Click the + button in the Environment Managers view, and the extension builds an environment using your default manager, the latest Python version, and any workspace dependencies it finds in requirements.txt or pyproject.toml. Within seconds, you have a working environment ready for coding. This is ideal for rapid prototyping or when you just need a fresh environment without fuss.

Streamlining Python Development: VS Code's New Environments Extension
Source: devblogs.microsoft.com

Custom Create

When you need more control over the environment configuration, use the Python: Create Environment command from the Command Palette. The Custom Create wizard lets you choose:

  • Environment manager (venv or conda directly; for pyenv, poetry, and pipenv, you create environments via their CLI and the extension will discover them)
  • Python version (select from available interpreters)
  • Environment name
  • Dependency files to install (e.g., requirements.txt, pyproject.toml)

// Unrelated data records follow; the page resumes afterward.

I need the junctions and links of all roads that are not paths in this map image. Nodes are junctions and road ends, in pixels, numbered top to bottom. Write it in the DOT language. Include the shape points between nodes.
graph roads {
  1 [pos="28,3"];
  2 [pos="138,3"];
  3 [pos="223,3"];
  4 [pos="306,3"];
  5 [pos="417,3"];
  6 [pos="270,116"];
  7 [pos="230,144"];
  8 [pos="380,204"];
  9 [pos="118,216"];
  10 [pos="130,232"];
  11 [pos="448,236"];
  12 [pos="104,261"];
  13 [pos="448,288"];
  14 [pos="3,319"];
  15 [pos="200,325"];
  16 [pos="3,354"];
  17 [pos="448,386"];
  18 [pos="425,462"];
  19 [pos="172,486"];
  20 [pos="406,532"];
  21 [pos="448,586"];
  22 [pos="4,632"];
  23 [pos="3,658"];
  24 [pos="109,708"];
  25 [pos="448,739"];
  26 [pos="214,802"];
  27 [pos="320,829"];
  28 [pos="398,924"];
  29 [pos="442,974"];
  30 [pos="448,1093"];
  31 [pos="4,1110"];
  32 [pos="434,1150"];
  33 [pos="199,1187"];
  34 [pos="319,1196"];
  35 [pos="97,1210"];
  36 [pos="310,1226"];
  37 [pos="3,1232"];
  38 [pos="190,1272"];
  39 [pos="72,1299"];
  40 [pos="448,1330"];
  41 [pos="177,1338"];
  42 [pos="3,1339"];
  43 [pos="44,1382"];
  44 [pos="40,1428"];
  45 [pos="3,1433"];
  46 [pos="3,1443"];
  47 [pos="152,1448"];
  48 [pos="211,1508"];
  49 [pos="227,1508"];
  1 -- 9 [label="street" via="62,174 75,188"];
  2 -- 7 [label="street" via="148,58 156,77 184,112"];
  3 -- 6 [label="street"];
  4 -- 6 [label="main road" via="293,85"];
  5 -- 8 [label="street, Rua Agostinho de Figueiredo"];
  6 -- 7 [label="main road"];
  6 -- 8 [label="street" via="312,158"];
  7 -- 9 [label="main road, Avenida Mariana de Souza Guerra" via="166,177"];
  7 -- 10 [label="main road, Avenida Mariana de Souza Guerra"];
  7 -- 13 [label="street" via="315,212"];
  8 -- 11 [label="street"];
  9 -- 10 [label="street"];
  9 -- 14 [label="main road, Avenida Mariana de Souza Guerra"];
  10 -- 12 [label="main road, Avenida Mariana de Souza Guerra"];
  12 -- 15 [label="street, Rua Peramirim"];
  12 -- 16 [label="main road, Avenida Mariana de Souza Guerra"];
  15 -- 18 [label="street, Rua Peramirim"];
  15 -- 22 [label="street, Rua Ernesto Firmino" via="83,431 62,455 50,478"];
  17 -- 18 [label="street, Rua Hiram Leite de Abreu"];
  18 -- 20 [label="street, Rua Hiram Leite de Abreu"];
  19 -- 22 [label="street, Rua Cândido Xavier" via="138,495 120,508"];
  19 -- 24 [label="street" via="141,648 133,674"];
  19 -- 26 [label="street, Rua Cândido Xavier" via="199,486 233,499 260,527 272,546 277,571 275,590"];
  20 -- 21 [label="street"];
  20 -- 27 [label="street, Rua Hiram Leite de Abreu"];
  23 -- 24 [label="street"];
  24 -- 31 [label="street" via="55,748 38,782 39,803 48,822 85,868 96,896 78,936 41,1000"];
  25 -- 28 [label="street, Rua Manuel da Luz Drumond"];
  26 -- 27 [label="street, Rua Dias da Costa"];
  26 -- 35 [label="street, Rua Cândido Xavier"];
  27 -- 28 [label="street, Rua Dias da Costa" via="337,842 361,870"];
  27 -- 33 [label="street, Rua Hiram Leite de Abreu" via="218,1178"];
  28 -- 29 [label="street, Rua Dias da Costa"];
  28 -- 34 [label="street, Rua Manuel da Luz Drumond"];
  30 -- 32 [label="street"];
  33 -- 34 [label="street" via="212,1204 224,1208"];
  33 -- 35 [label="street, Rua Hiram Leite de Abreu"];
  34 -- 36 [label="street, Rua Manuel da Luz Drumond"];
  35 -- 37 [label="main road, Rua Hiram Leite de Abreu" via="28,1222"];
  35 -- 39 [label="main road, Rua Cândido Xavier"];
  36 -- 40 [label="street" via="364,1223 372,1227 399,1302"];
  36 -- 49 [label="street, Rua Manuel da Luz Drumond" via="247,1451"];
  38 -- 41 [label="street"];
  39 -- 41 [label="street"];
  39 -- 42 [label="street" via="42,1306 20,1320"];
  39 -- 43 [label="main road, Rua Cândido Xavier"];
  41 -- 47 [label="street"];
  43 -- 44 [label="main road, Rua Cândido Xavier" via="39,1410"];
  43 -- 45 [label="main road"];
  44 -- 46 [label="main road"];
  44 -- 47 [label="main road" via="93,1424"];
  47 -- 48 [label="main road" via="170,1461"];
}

Both venv and conda are supported natively. For other managers like pyenv, poetry, and pipenv, the extension discovers environments you create with their command‑line tools and then integrates them into the unified UI.

Python Projects: Environments That Match Your Code Structure

A common challenge in larger codebases—especially monorepos—is managing multiple environments for different parts of the project. The extension introduces Python Projects, a feature that lets you map environments to specific folders or files. This solves the pain of having to manually switch interpreters when moving between different services or modules.

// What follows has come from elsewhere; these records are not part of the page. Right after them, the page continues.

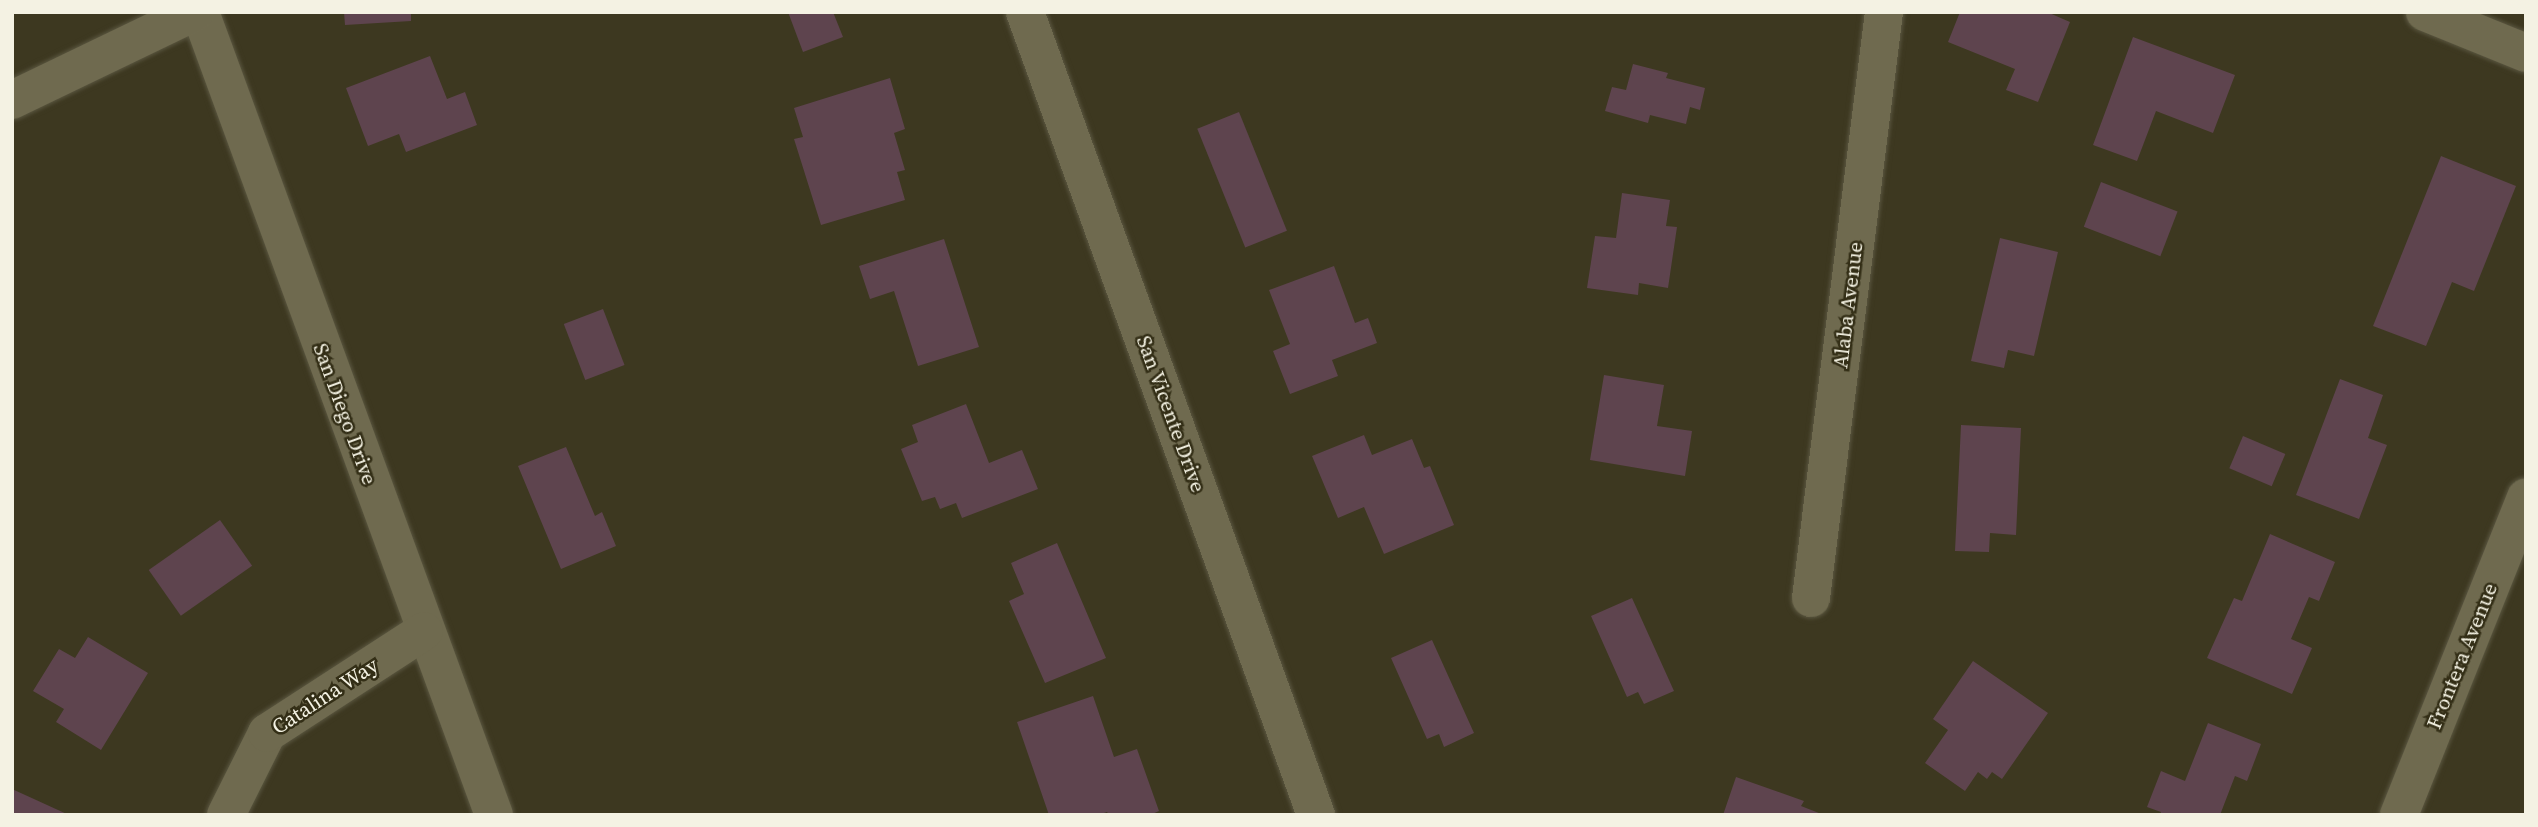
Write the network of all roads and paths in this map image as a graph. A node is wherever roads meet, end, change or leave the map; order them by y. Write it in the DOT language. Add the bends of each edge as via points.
graph roads {
  1 [pos="198,12"];
  2 [pos="1026,12"];
  3 [pos="1884,12"];
  4 [pos="2425,12"];
  5 [pos="2526,52"];
  6 [pos="12,100"];
  7 [pos="2526,497"];
  8 [pos="1811,598"];
  9 [pos="424,631"];
  10 [pos="226,815"];
  11 [pos="494,815"];
  12 [pos="1316,815"];
  13 [pos="2399,815"];
  1 -- 6 [label="street"];
  1 -- 9 [label="street, San Diego Drive"];
  2 -- 12 [label="street, San Vicente Drive"];
  3 -- 8 [label="street, Alaba Avenue"];
  4 -- 5 [label="street"];
  7 -- 13 [label="street, Frontera Avenue"];
  9 -- 10 [label="street, Catalina Way" via="267,733"];
  9 -- 11 [label="street, San Diego Drive"];
}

For instance, if your monorepo contains a web app and a data science pipeline, each with its own dependencies, you can create separate environments and associate them with their respective folders. VS Code will automatically activate the correct environment when you open a file from that folder. This makes it easier to work on multiple sub‑projects within a single workspace without environment conflicts.

Setting up a Python Project is straightforward: right‑click on a folder in the Explorer, select Add Folder to Python Project, and then choose or create an environment for that project. The mapping is saved in a configuration file, ensuring consistency across team members.

Conclusion

The Python Environments extension for VS Code transforms how developers manage their Python setups. By unifying discovery, creation, and management under one roof, it eliminates the friction of tool‑specific workflows. With automatic detection, support for uv for lightning‑fast operations, and the ability to map environments to project structures, this extension is a significant step forward. Whether you are a solo developer or working in a large team with a complex monorepo, the new extension delivers a smoother, more intuitive experience. Enable it today with python.useEnvsExtension and simplify your Python development environment management.